# Muffin & Misty - 5 yr old Ragdolls



## ChinaBlue (Feb 3, 2008)

*MUST GO TOGETHER*
Name: Misty
Colour/Pattern: Blue mitted with nose blaze
Age: 9 years old
Sex: Female Neuter
Location: Scotland

Name: Muffin
Colour/Pattern: Seal Colourpoint
Age: 9years old
Sex: Female Neuter
Location: Scotland
Contact: ragsrescue

*About the cats*:
These girls must go together, to a home where they can have access to a safe, enclosed garden, which they are used to and enjoy together. They are healthy with no litter tray issues - vaccination is due and will be updated by the surrendering owner, who sadly has to part with them because of a change of personal circumstances. They have experience of visiting grandchildren, but none whatsoever of dogs, and become worried if see a strange cat, so must go as the only pets.
Muffin
















Misty


----------



## ChinaBlue (Feb 3, 2008)

These cats are now looking to move quickly. Please note their ages are 9 years old - not 5 years as we were first told but both are in good health.


----------



## DKDREAM (Sep 15, 2008)

all I can say is WOW Misty is one stunning lady x


----------



## shortbackandsides (Aug 28, 2008)

Gorgeous cats and both have many years left!


----------



## Domoniques (Feb 7, 2009)

Hi 
Those swimming pool eyes lovely I am surprised to see so many Ragdoll for rescue


----------



## ChinaBlue (Feb 3, 2008)

Sadly a sign of the times I think though in this particular case the owner is absolutely heartbroken - having to give them up due to a change in personal circumstances where they are unable to take the take these lovely cats with them.


----------



## cherrie_b (Dec 14, 2008)

Aww, I would love to take them home...however, I live in Preston!  I hope they find great homes asap!


----------



## ChinaBlue (Feb 3, 2008)

Whilst we prefer to keep the cats fairly local whenever we can we are prepared to move them if the best home is outside the local area.
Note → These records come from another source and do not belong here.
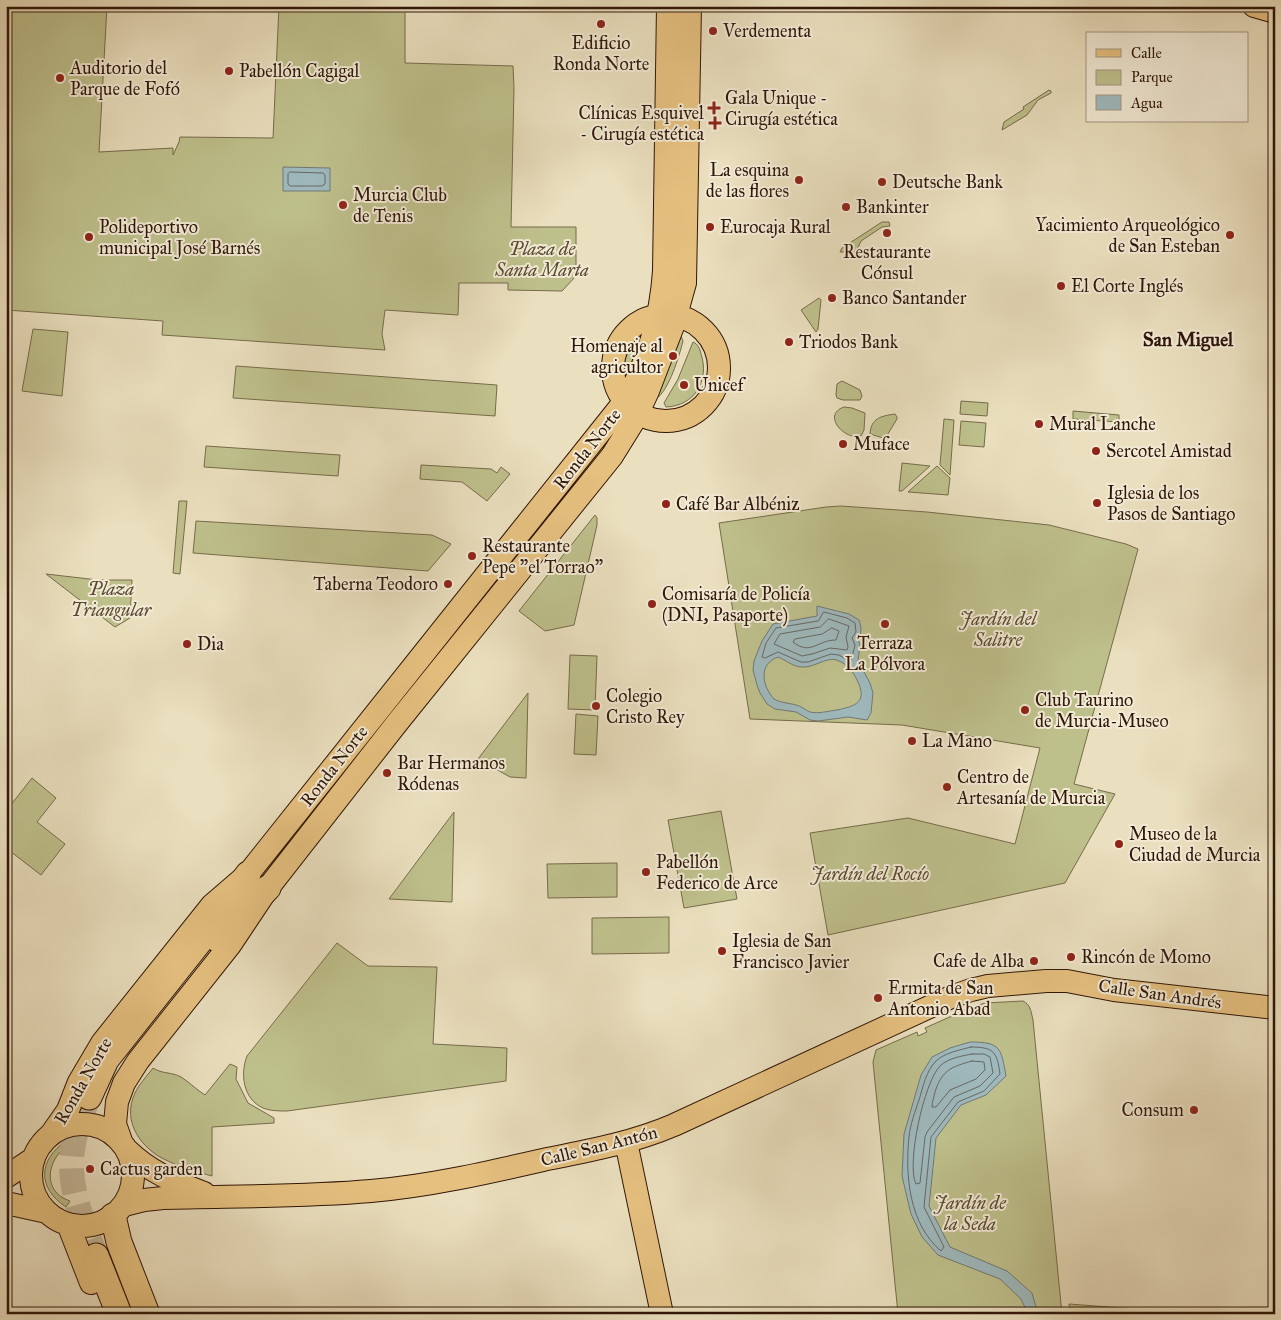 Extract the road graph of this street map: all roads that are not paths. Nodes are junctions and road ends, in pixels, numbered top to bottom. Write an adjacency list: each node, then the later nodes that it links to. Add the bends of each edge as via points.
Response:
1 (668, 6): 5 (main road, via 664,271)
2 (690, 6): 5 (main road, via 686,271 685,283)
3 (1254, 6): 4 (main road)
4 (1275, 12)
5 (667, 316): 6 (main road, Ronda Norte, via 648,391); 6 (main road, via 648,318 636,324 624,335 617,349 615,378 619,392); 6 (main road, via 687,319 710,337 718,361 715,387 701,408 679,421 648,420)
6 (631, 408): 7 (main road, Ronda Norte)
7 (258, 881): 10 (highway, via 204,936 106,1060); 11 (main road, Ronda Norte, via 212,905 102,1043 79,1082 68,1110); 13 (main road, Ronda Norte, via 230,945 124,1083 115,1118)
8 (1046, 981): 9 (main road, Calle San Andrés); 12 (main road, Calle San Antón, via 988,986 961,993 674,1125)
9 (1275, 1008)
10 (95, 1098)
11 (52, 1133): 13 (main road, via 76,1124 92,1124 108,1130); 14 (main road, via 40,1145)
12 (626, 1142): 16 (main road, Calle San Antón, via 413,1186); 26 (main road)
13 (124, 1145): 16 (main road, Calle San Antón, via 147,1168); 18 (main road, via 133,1165 133,1182 132,1190)
14 (34, 1158): 15 (main road); 19 (main road, via 31,1175 34,1191)
15 (6, 1177)
16 (214, 1197): 18 (main road, Calle San Antón, via 144,1200)
17 (6, 1203): 19 (main road)
18 (118, 1211): 20 (main road, via 91,1226); 25 (highway, via 119,1242)
19 (47, 1212): 20 (main road)
20 (68, 1224): 21 (main road)
21 (91, 1283): 22 (highway)
22 (103, 1314)
23 (119, 1314): 24 (highway, via 102,1254)
24 (132, 1314)
25 (147, 1314)
26 (662, 1314) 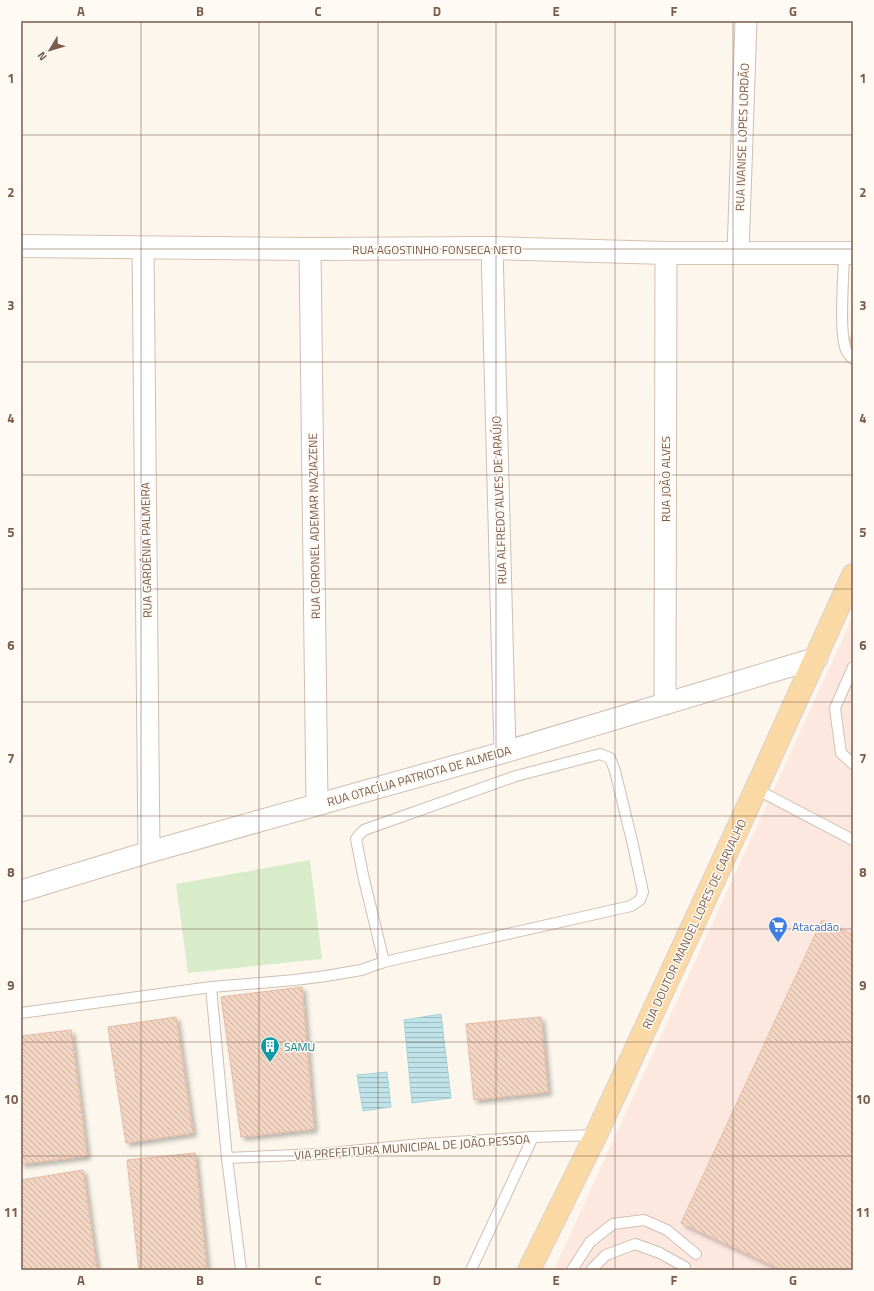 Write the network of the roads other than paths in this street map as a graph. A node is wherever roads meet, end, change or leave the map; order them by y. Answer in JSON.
{"nodes":[{"id":1,"x":746,"y":21,"type":"edge"},
{"id":2,"x":21,"y":246,"type":"edge"},
{"id":3,"x":143,"y":248,"type":"junction"},
{"id":4,"x":310,"y":248,"type":"junction"},
{"id":5,"x":492,"y":248,"type":"junction"},
{"id":6,"x":666,"y":253,"type":"junction"},
{"id":7,"x":738,"y":253,"type":"junction"},
{"id":8,"x":849,"y":253,"type":"edge"},
{"id":9,"x":853,"y":359,"type":"edge"},
{"id":10,"x":853,"y":574,"type":"edge"},
{"id":11,"x":816,"y":658,"type":"junction"},
{"id":12,"x":853,"y":667,"type":"edge"},
{"id":13,"x":664,"y":704,"type":"junction"},
{"id":14,"x":506,"y":752,"type":"junction"},
{"id":15,"x":853,"y":764,"type":"edge"},
{"id":16,"x":756,"y":789,"type":"junction"},
{"id":17,"x":317,"y":804,"type":"junction"},
{"id":18,"x":853,"y":840,"type":"edge"},
{"id":19,"x":149,"y":852,"type":"junction"},
{"id":20,"x":21,"y":891,"type":"edge"},
{"id":21,"x":384,"y":962,"type":"junction"},
{"id":22,"x":211,"y":987,"type":"junction"},
{"id":23,"x":21,"y":1013,"type":"edge"},
{"id":24,"x":596,"y":1135,"type":"junction"},
{"id":25,"x":533,"y":1137,"type":"junction"},
{"id":26,"x":227,"y":1158,"type":"junction"},
{"id":27,"x":696,"y":1254,"type":"dead end"},
{"id":28,"x":685,"y":1267,"type":"dead end"},
{"id":29,"x":241,"y":1270,"type":"edge"},
{"id":30,"x":471,"y":1270,"type":"edge"},
{"id":31,"x":529,"y":1270,"type":"edge"},
{"id":32,"x":572,"y":1270,"type":"edge"},
{"id":33,"x":591,"y":1270,"type":"edge"}],
"edges":[{"from":1,"to":7,"type":"street","name":"RUA IVANISE LOPES LORDÃO"},
{"from":2,"to":3,"type":"main road","name":"RUA AGOSTINHO FONSECA NETO"},
{"from":3,"to":4,"type":"main road","name":"RUA AGOSTINHO FONSECA NETO"},
{"from":3,"to":19,"type":"street","name":"RUA GARDÊNIA PALMEIRA"},
{"from":4,"to":5,"type":"main road","name":"RUA AGOSTINHO FONSECA NETO"},
{"from":4,"to":17,"type":"street","name":"RUA CORONEL ADEMAR NAZIAZENE"},
{"from":5,"to":6,"type":"main road","name":"RUA AGOSTINHO FONSECA NETO"},
{"from":5,"to":14,"type":"street","name":"RUA ALFREDO ALVES DE ARAÚJO"},
{"from":6,"to":7,"type":"main road","name":"RUA AGOSTINHO FONSECA NETO"},
{"from":6,"to":13,"type":"street","name":"RUA JOÃO ALVES"},
{"from":7,"to":8,"type":"main road","name":"RUA AGOSTINHO FONSECA NETO"},
{"from":8,"to":9,"type":"lane"},
{"from":10,"to":11,"type":"main road","name":"RUA DOUTOR MANOEL LOPES DE CARVALHO"},
{"from":11,"to":13,"type":"street","name":"RUA OTACÍLIA PATRIOTA DE ALMEIDA"},
{"from":11,"to":16,"type":"main road","name":"RUA DOUTOR MANOEL LOPES DE CARVALHO"},
{"from":12,"to":15,"type":"lane"},
{"from":13,"to":14,"type":"street","name":"RUA OTACÍLIA PATRIOTA DE ALMEIDA"},
{"from":14,"to":17,"type":"street","name":"RUA OTACÍLIA PATRIOTA DE ALMEIDA"},
{"from":16,"to":18,"type":"lane"},
{"from":16,"to":24,"type":"main road","name":"RUA DOUTOR MANOEL LOPES DE CARVALHO"},
{"from":17,"to":19,"type":"street","name":"RUA OTACÍLIA PATRIOTA DE ALMEIDA"},
{"from":19,"to":20,"type":"street","name":"RUA OTACÍLIA PATRIOTA DE ALMEIDA"},
{"from":21,"to":21,"type":"lane"},
{"from":21,"to":22,"type":"lane"},
{"from":22,"to":23,"type":"lane"},
{"from":22,"to":26,"type":"lane"},
{"from":24,"to":25,"type":"lane","name":"VIA PREFEITURA MUNICIPAL DE JOÃO PESSOA"},
{"from":24,"to":31,"type":"main road","name":"RUA DOUTOR MANOEL LOPES DE CARVALHO"},
{"from":25,"to":26,"type":"lane","name":"VIA PREFEITURA MUNICIPAL DE JOÃO PESSOA"},
{"from":25,"to":30,"type":"lane"},
{"from":26,"to":29,"type":"lane"},
{"from":27,"to":32,"type":"lane"},
{"from":28,"to":33,"type":"lane"}]} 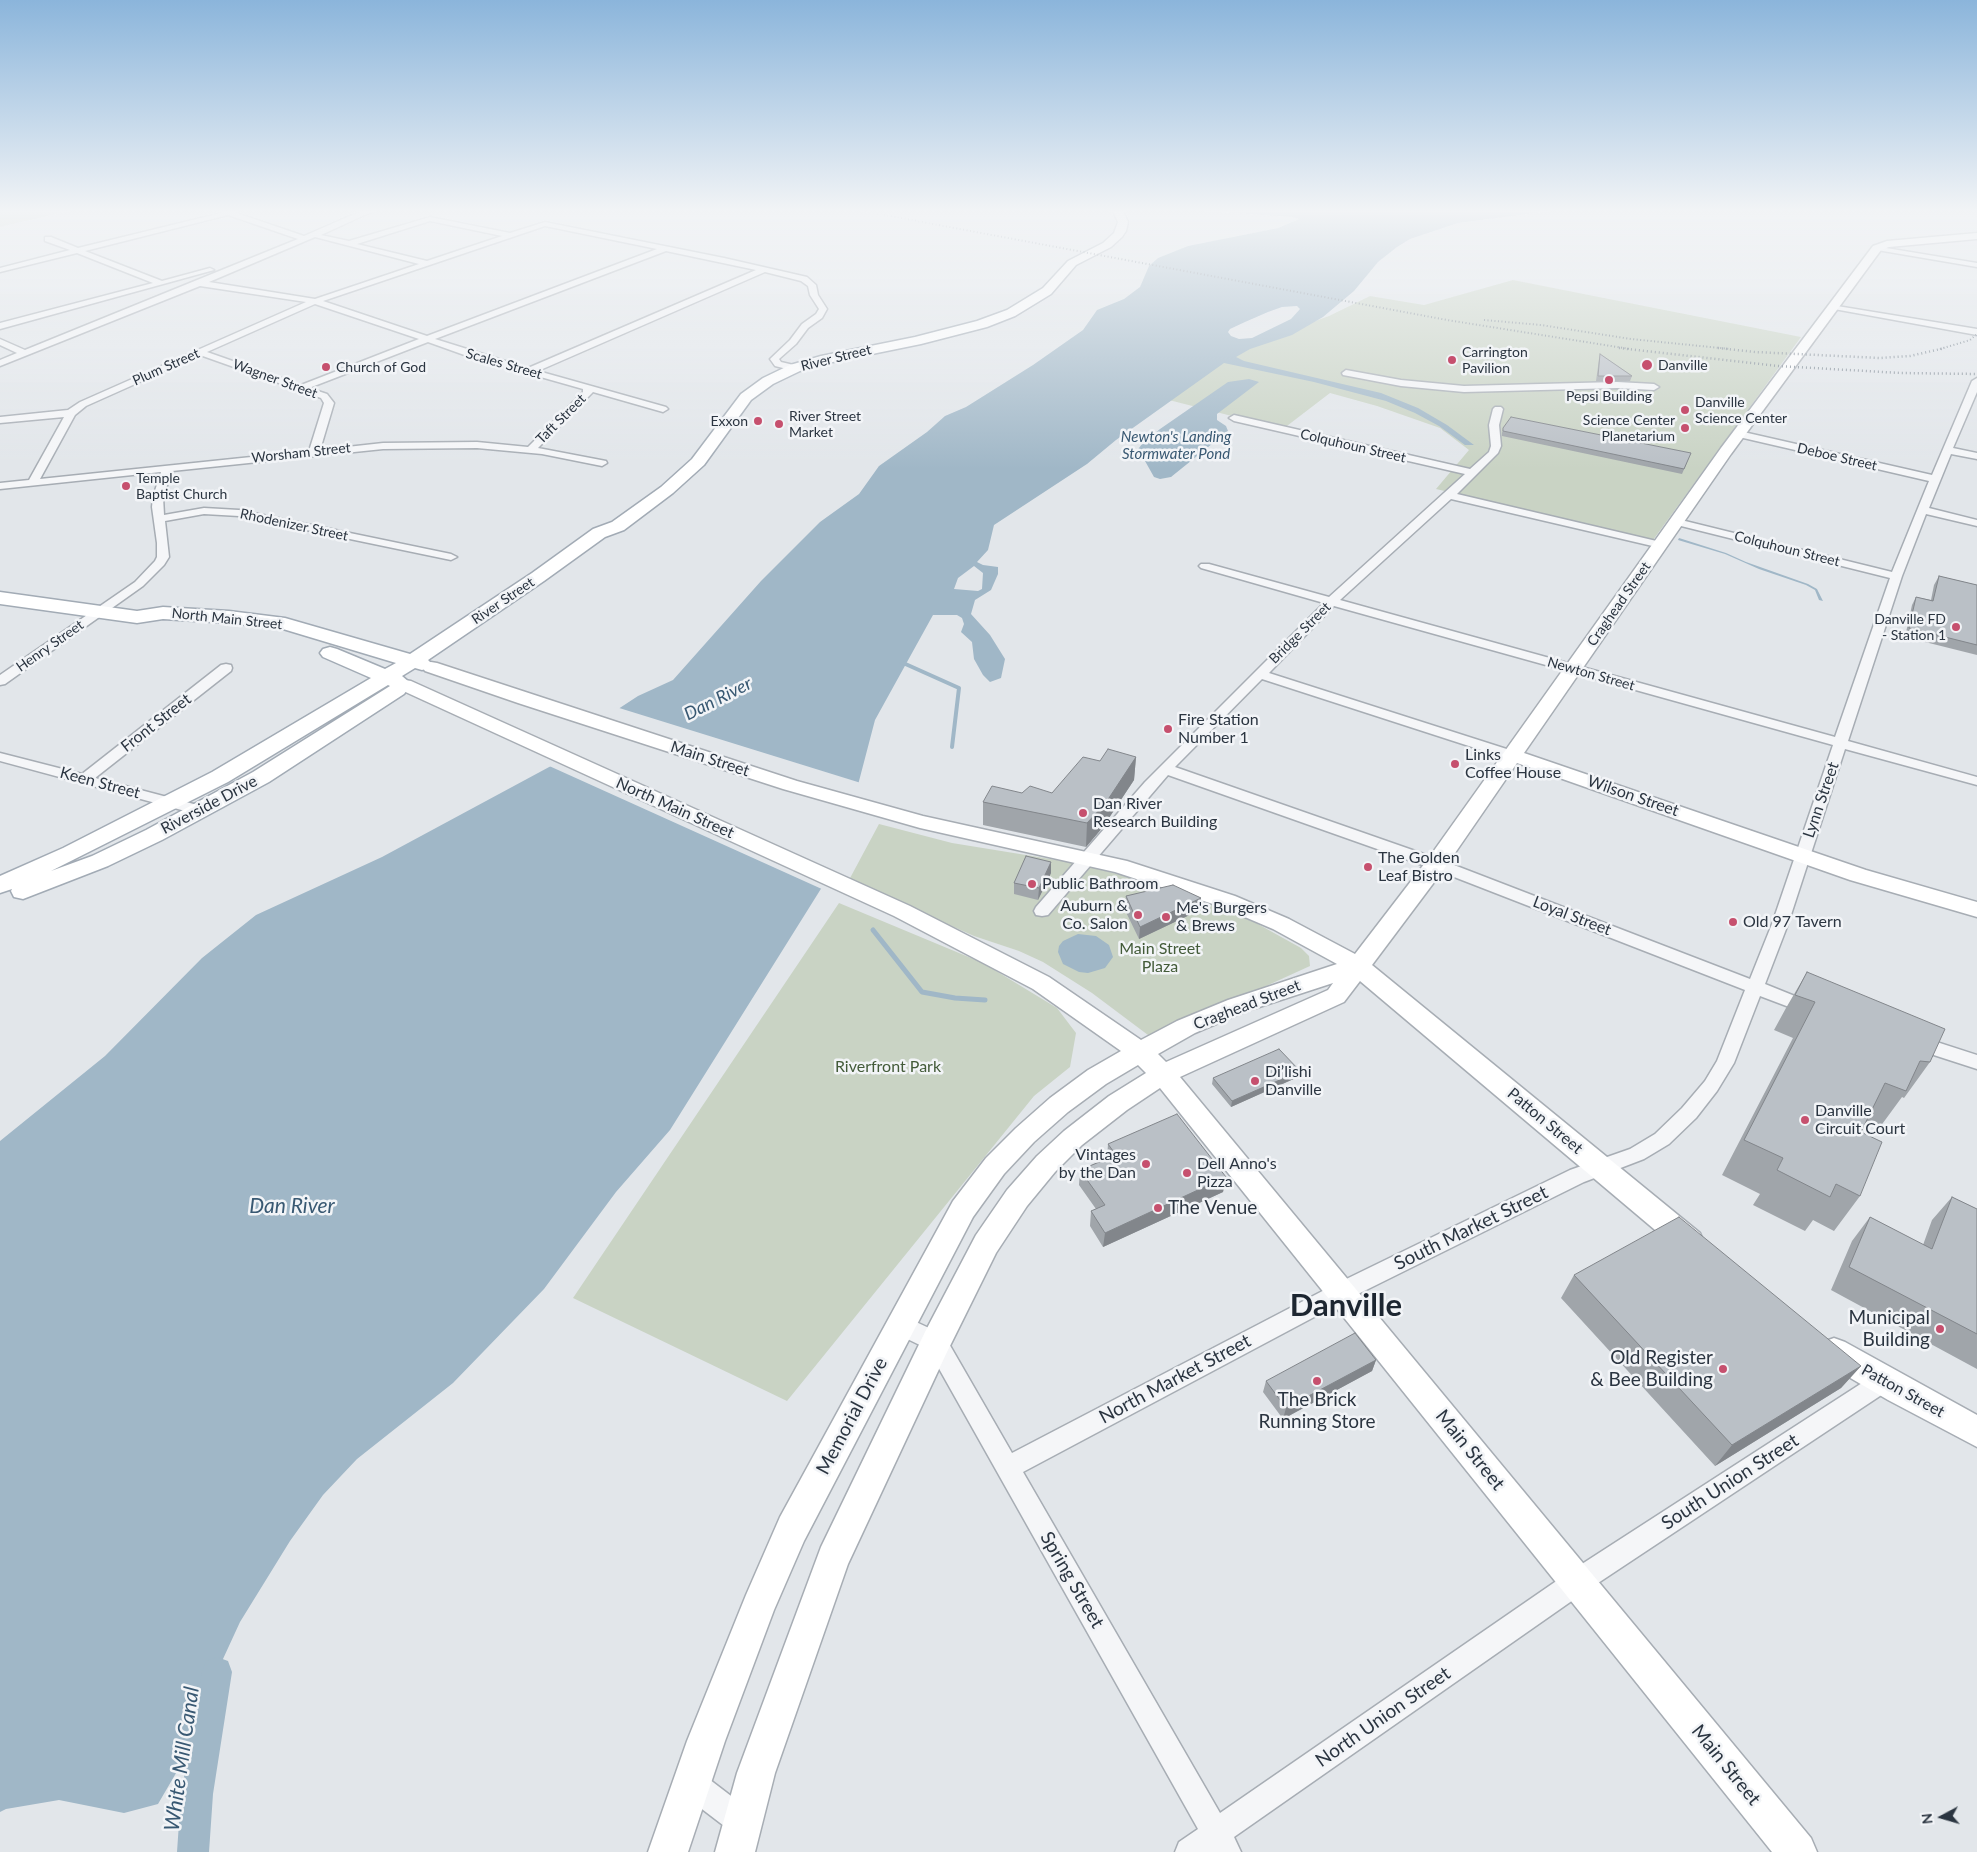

We have a lovely band of volunteers who help us move cats around the country as and when required!


----------



## cherrie_b (Dec 14, 2008)

Do you think they could make friends with a couple of other cats though? As I have one, aged 9 months and my new housemate has one, aged 3 years. They are both female and spayed. 

xx


----------



## ChinaBlue (Feb 3, 2008)

Ah perhaps not - their present owner would prefer them to go to a home where they were the only pets.


----------



## cherrie_b (Dec 14, 2008)

oh no!  I have actually fallen in love with them!


----------